Cisco is hoping its latest hardware will help it grab a slice of the rising telework market by making it simpler to extend a corporate network to the home. The Aironet 600 Series access points are pre-configured by IT departments before deployed. The devices can be set up so an employee's family can access the public Internet, while a separate and secure channel with data encryption is used to access the corporate network, Greg Beach, director of product marketing for Cisco's wireless networking unit, said in an interview.

Once the WAP is turned on in the home, it automatically finds the Cisco controller behind the corporate firewall, according to Beach. The Aironet supports 2.4 GHz and 5 GHz radio bands, automatically switching to the least congested channel. The product also features four Ethernet ports for connecting Internet-enabled phones, printers, and other network devices.

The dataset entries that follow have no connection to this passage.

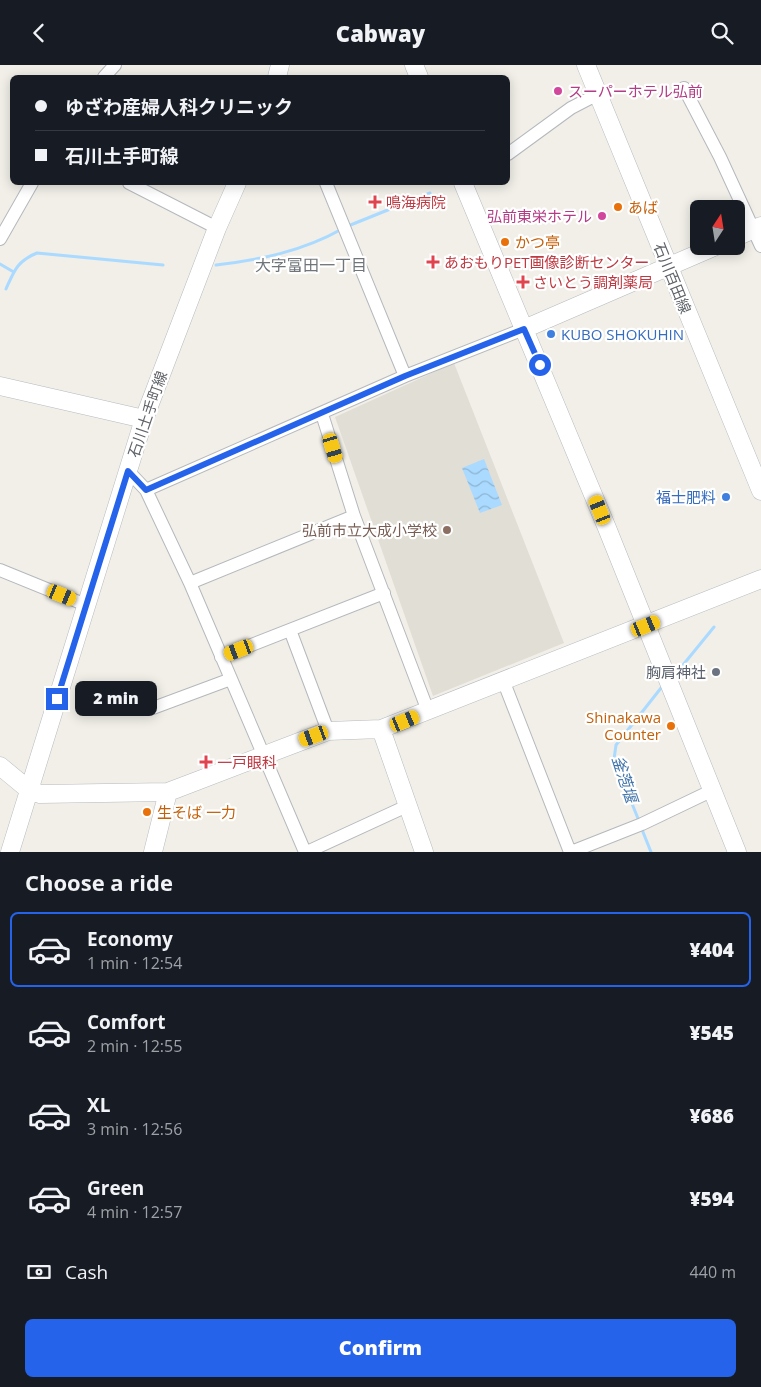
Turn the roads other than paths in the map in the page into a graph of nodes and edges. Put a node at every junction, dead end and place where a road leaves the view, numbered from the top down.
1 (115, 65) edge
2 (586, 65) edge
3 (106, 75) edge
4 (684, 88) dead end
5 (598, 94) junction
6 (510, 153) edge
7 (31, 185) edge
8 (133, 185) edge
9 (237, 185) edge
10 (327, 185) edge
11 (464, 185) edge
12 (757, 227) edge
13 (217, 228) junction
14 (745, 233) edge
15 (0, 239) edge
16 (761, 246) edge
17 (697, 255) edge
18 (669, 268) junction
19 (524, 329) junction
20 (405, 376) junction
21 (0, 386) edge
22 (322, 414) junction
23 (144, 419) junction
24 (128, 471) junction
25 (146, 490) junction
26 (761, 491) edge
27 (354, 516) junction
28 (1, 572) edge
29 (761, 579) edge
30 (190, 583) junction
31 (384, 593) junction
32 (86, 605) junction
33 (646, 626) junction
34 (290, 630) junction
35 (222, 657) junction
36 (231, 679) junction
37 (503, 681) junction
38 (153, 708) dead end
39 (428, 711) junction
40 (380, 729) junction
41 (328, 731) junction
42 (263, 754) junction
43 (0, 766) edge
44 (29, 790) junction
45 (712, 791) junction
46 (168, 792) junction
47 (407, 806) junction
48 (10, 852) edge
49 (153, 852) edge
50 (306, 852) edge
51 (424, 852) edge
52 (570, 852) edge
53 (737, 852) edge

1 - 3 street
2 - 5 street, 石川百田線
4 - 12 street
5 - 6 street
5 - 18 street, 石川百田線
7 - 15 street
8 - 13 street
9 - 13 street, 石川土手町線
10 - 20 street
11 - 19 street
12 - 14 street
12 - 16 street
13 - 23 street, 石川土手町線
17 - 18 street
18 - 19 street
18 - 26 street, 石川百田線
19 - 20 street
19 - 33 street
20 - 22 street
21 - 23 street
22 - 25 street
22 - 27 street
23 - 24 street, 石川土手町線
24 - 25 street
24 - 32 street, 石川土手町線
25 - 30 street
27 - 30 street
27 - 31 street
28 - 32 street
29 - 33 street
30 - 35 street
31 - 34 street
31 - 39 street
32 - 44 street, 石川土手町線
33 - 37 street
33 - 45 street
34 - 35 street
34 - 41 street
35 - 36 street
36 - 38 street
36 - 42 street
37 - 39 street
37 - 52 street
39 - 40 street
40 - 41 street
40 - 47 street
41 - 42 street
42 - 46 street
42 - 50 street
43 - 44 street
44 - 46 street
44 - 48 street, 石川土手町線
45 - 52 street
45 - 53 street
46 - 49 street
47 - 50 street
47 - 51 street

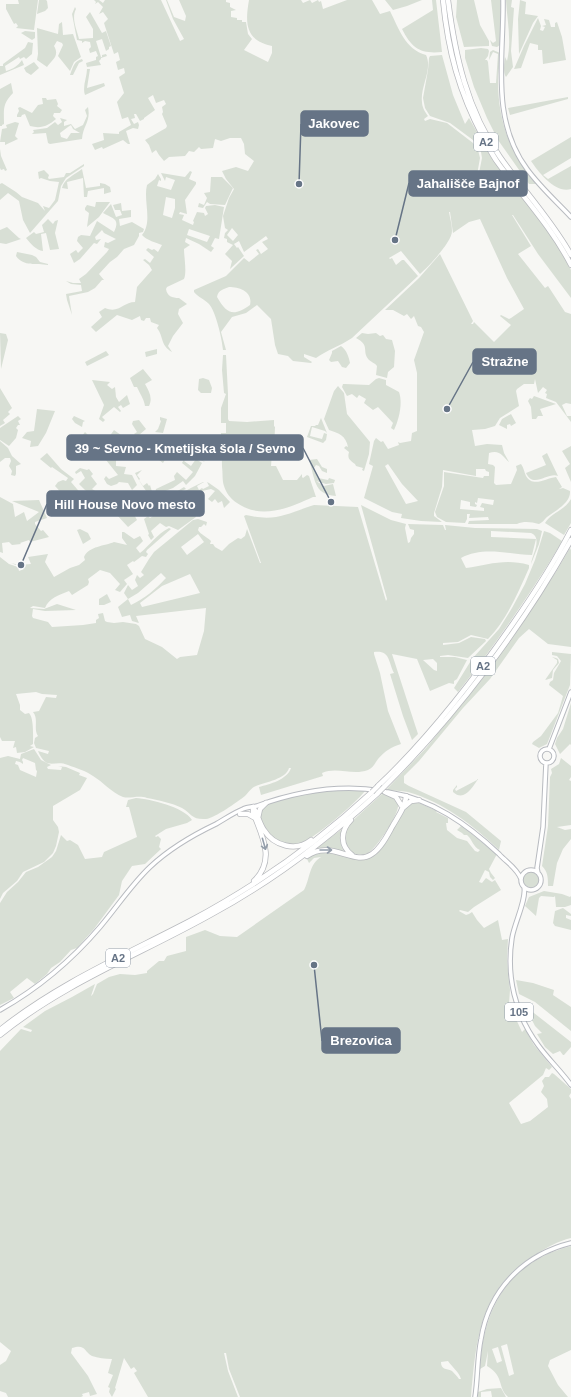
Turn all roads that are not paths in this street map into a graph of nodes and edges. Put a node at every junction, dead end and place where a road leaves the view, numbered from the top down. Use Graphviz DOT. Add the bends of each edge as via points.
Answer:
graph roads {
  1 [pos="443,0"];
  2 [pos="448,0"];
  3 [pos="503,0"];
  4 [pos="571,217"];
  5 [pos="571,255"];
  6 [pos="571,265"];
  7 [pos="571,530"];
  8 [pos="571,540"];
  9 [pos="552,568"];
  10 [pos="571,692"];
  11 [pos="549,749"];
  12 [pos="546,763"];
  13 [pos="384,789"];
  14 [pos="375,792"];
  15 [pos="406,796"];
  16 [pos="419,800"];
  17 [pos="266,803"];
  18 [pos="253,807"];
  19 [pos="400,810"];
  20 [pos="358,811"];
  21 [pos="240,814"];
  22 [pos="256,818"];
  23 [pos="226,819"];
  24 [pos="327,832"];
  25 [pos="540,854"];
  26 [pos="358,857"];
  27 [pos="296,861"];
  28 [pos="516,870"];
  29 [pos="528,871"];
  30 [pos="538,873"];
  31 [pos="521,879"];
  32 [pos="524,887"];
  33 [pos="533,890"];
  34 [pos="239,893"];
  35 [pos="521,905"];
  36 [pos="0,1010"];
  37 [pos="0,1030"];
  38 [pos="0,1035"];
  39 [pos="571,1086"];
  40 [pos="571,1243"];
  41 [pos="475,1397"];
  1 -- 6 [label="highway, A2" via="454,64 470,113 493,155 555,236"];
  2 -- 5 [label="highway, A2" via="458,62 474,109 500,157 552,224"];
  3 -- 4 [label="main road" via="501,87 502,109 507,129 527,169"];
  7 -- 9 [label="highway, A2"];
  8 -- 9 [label="highway, A2"];
  9 -- 13 [label="highway, A2" via="532,603 487,667 428,740"];
  9 -- 14 [label="highway, A2, bridge" via="484,664 425,737"];
  10 -- 11 [label="main road"];
  11 -- 12 [label="main road" via="554,754 554,759"];
  11 -- 12 [label="main road" via="545,749 541,754 542,760"];
  12 -- 25 [label="main road"];
  13 -- 14 [label="highway, A2, bridge"];
  13 -- 15 [label="main road"];
  13 -- 17 [label="main road" via="328,789"];
  13 -- 19 [label="highway" via="396,797"];
  14 -- 20 [label="highway, A2"];
  14 -- 24 [label="highway, A2"];
  15 -- 16 [label="main road"];
  15 -- 19 [label="highway"];
  16 -- 19 [label="highway" via="409,802"];
  16 -- 28 [label="main road" via="441,810 465,826"];
  17 -- 18 [label="main road"];
  17 -- 22 [label="highway"];
  18 -- 21 [label="main road"];
  18 -- 22 [label="highway" via="252,812"];
  18 -- 23 [label="main road"];
  19 -- 26 [label="highway" via="388,834 376,850 366,857"];
  20 -- 26 [label="highway" via="345,828 342,841 347,851"];
  20 -- 27 [label="highway, A2"];
  21 -- 22 [label="highway"];
  21 -- 23 [label="main road"];
  22 -- 24 [label="highway" via="270,838 285,846 304,845"];
  22 -- 34 [label="highway, one-way" via="266,846 266,861 255,881"];
  23 -- 36 [label="main road" via="191,837 156,862 67,962 35,988"];
  24 -- 34 [label="highway, A2"];
  25 -- 29 [label="main road" via="534,867"];
  25 -- 30 [label="main road"];
  27 -- 26 [label="highway, one-way" via="325,849"];
  27 -- 38 [label="highway, A2" via="259,887 212,914 58,995"];
  28 -- 29 [label="main road"];
  28 -- 31 [label="main road"];
  29 -- 30 [label="main road"];
  29 -- 31 [label="main road"];
  30 -- 33 [label="main road, 105" via="541,882 538,888"];
  31 -- 32 [label="main road"];
  32 -- 33 [label="main road"];
  32 -- 35 [label="main road, 105"];
  33 -- 35 [label="main road, 105" via="526,895"];
  34 -- 37 [label="highway, A2" via="55,992"];
  35 -- 39 [label="main road, 105" via="510,956 515,998 528,1031"];
  40 -- 41 [label="main road" via="538,1255 511,1277 497,1295 488,1312 480,1340"];
}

On the controller side, Cisco is providing the Catalyst 6500 Series Wireless Service Module chassis that supports up to 500 corporate and telework access points. For smaller networks, Cisco provides the Cisco 2500 Series Wireless Controllers for up to 50 WAPs.

Cisco has taken a "pay-as-you-go" approach to pricing for the controllers, Beach said. The Catalyst starts with support for 100 WAPs, and customers can expand by increments of 100 units until the 500-unit maximum is reached. The Cisco 2500 Series starts with support for five WAPs and can be expanded in increments of five until 50 are reached.

All the OfficeExtend hardware is scheduled for release in May. The Aironet 600 Series access points will cost $419 each. The 2500 Series controller will start at $2,495 and the Catalyst 6500 Series Wireless Service Module will start at $29,995.